In the course of our studies on μ-KIIIA it became apparent that the major product from oxidative refolding adopts a {1-15,2-9,4-16} disulfide pattern rather than the {1-9,2-15,4-16} disulfide pattern predicted on the basis of closely-related μ-conotoxins (Khoo et al., 2009). Moreover, a minor product adopts a {1-16,2-9,4-15} pattern. Surprisingly, both products are capable of blocking the channel (Khoo et al., 2012), highlighting the fact that different structures can present the key functional groups.
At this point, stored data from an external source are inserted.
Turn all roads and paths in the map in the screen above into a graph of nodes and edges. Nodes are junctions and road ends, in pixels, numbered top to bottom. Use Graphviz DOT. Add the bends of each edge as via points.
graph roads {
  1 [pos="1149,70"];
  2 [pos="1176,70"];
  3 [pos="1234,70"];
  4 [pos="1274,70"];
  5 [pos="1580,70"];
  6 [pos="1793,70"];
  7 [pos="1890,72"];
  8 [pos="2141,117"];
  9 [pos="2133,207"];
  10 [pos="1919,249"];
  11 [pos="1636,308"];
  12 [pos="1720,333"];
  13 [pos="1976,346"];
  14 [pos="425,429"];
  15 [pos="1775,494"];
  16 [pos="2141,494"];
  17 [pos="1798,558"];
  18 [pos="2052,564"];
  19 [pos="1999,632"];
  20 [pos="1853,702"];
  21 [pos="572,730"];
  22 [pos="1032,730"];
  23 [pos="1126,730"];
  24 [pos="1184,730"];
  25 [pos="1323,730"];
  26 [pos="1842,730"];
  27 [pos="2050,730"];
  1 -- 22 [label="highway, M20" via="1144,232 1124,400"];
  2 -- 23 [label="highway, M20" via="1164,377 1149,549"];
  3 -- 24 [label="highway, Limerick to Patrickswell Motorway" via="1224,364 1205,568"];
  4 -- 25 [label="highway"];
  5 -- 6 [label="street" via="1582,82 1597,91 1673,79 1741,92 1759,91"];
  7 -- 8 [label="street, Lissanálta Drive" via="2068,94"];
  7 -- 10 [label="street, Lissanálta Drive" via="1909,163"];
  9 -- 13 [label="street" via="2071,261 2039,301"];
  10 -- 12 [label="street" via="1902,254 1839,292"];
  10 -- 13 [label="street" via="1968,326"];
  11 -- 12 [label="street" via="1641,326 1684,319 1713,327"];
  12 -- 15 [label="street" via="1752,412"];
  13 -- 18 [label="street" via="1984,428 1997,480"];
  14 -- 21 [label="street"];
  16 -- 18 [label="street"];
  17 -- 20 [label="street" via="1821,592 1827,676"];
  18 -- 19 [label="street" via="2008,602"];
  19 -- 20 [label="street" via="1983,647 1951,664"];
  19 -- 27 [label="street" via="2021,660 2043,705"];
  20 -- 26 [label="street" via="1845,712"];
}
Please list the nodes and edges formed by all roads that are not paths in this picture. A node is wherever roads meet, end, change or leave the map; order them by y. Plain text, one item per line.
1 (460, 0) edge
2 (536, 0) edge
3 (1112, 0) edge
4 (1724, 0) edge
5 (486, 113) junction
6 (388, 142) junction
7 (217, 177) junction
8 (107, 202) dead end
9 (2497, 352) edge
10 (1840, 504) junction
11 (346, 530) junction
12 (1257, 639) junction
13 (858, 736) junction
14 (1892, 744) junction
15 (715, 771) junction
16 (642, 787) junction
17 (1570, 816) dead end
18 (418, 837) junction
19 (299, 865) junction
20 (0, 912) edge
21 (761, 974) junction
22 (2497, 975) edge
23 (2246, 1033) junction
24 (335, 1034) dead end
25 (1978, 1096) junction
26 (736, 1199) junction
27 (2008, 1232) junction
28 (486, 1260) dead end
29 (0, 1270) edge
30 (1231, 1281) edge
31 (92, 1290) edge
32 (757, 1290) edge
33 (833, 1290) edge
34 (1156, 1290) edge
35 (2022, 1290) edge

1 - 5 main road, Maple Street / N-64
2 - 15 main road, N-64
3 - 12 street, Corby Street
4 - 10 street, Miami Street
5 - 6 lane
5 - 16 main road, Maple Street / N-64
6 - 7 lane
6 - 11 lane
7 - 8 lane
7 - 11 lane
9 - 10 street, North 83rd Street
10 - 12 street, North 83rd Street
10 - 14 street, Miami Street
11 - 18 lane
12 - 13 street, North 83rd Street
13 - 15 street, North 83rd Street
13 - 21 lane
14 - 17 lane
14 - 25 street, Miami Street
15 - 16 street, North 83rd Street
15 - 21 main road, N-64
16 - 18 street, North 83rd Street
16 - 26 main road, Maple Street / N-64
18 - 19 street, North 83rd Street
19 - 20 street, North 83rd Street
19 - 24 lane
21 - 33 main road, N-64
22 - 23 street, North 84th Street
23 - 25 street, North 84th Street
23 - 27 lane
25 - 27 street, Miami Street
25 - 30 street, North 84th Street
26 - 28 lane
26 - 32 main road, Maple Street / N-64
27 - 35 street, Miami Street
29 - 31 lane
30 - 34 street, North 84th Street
The difficulties in defining the disulfide connectivities of the products of oxidative refolding in vitro further emphasize the value of alternative strategies such as those pursued here for stabilising peptide structures.

Han TS, Zhang MM, Walewska A, Gruszczynski P, Robertson CR, Cheatham TE 3rd, Yoshikami D, Olivera BM, Bulaj G. (2009) ChemMedChem 4, 406-414.

Khoo KK, Feng ZP, Smith BJ, Zhang MM, Yoshikami D, Olivera BM, Bulaj G, Norton RS. (2009) Biochemistry 48, 1210-9.

Khoo KK, Wilson MJ, Smith BJ, Zhang MM, Gulyas J, Yoshikami D, Rivier JE, Bulaj G, Norton RS. (2011) Journal of Medicinal Chemistry 54, 7558-7566.

Khoo KK, Gupta K, Green BR, Zhang M-M, Watkins M, Olivera BM, Balaram P, Yoshikami D, Bulaj G & Norton RS (2012) Biochemistry, submitted.

Zhang MM, Green BR, Catlin P, Fiedler B, Azam L, Chadwick A, Terlau H, McArthur JR, French RJ, Gulyas J, Rivier JE, Smith BJ, Norton RS, Olivera BM, Yoshikami D, Bulaj G. (2007) Journal of Biological Chemistry 282, 30699-30706.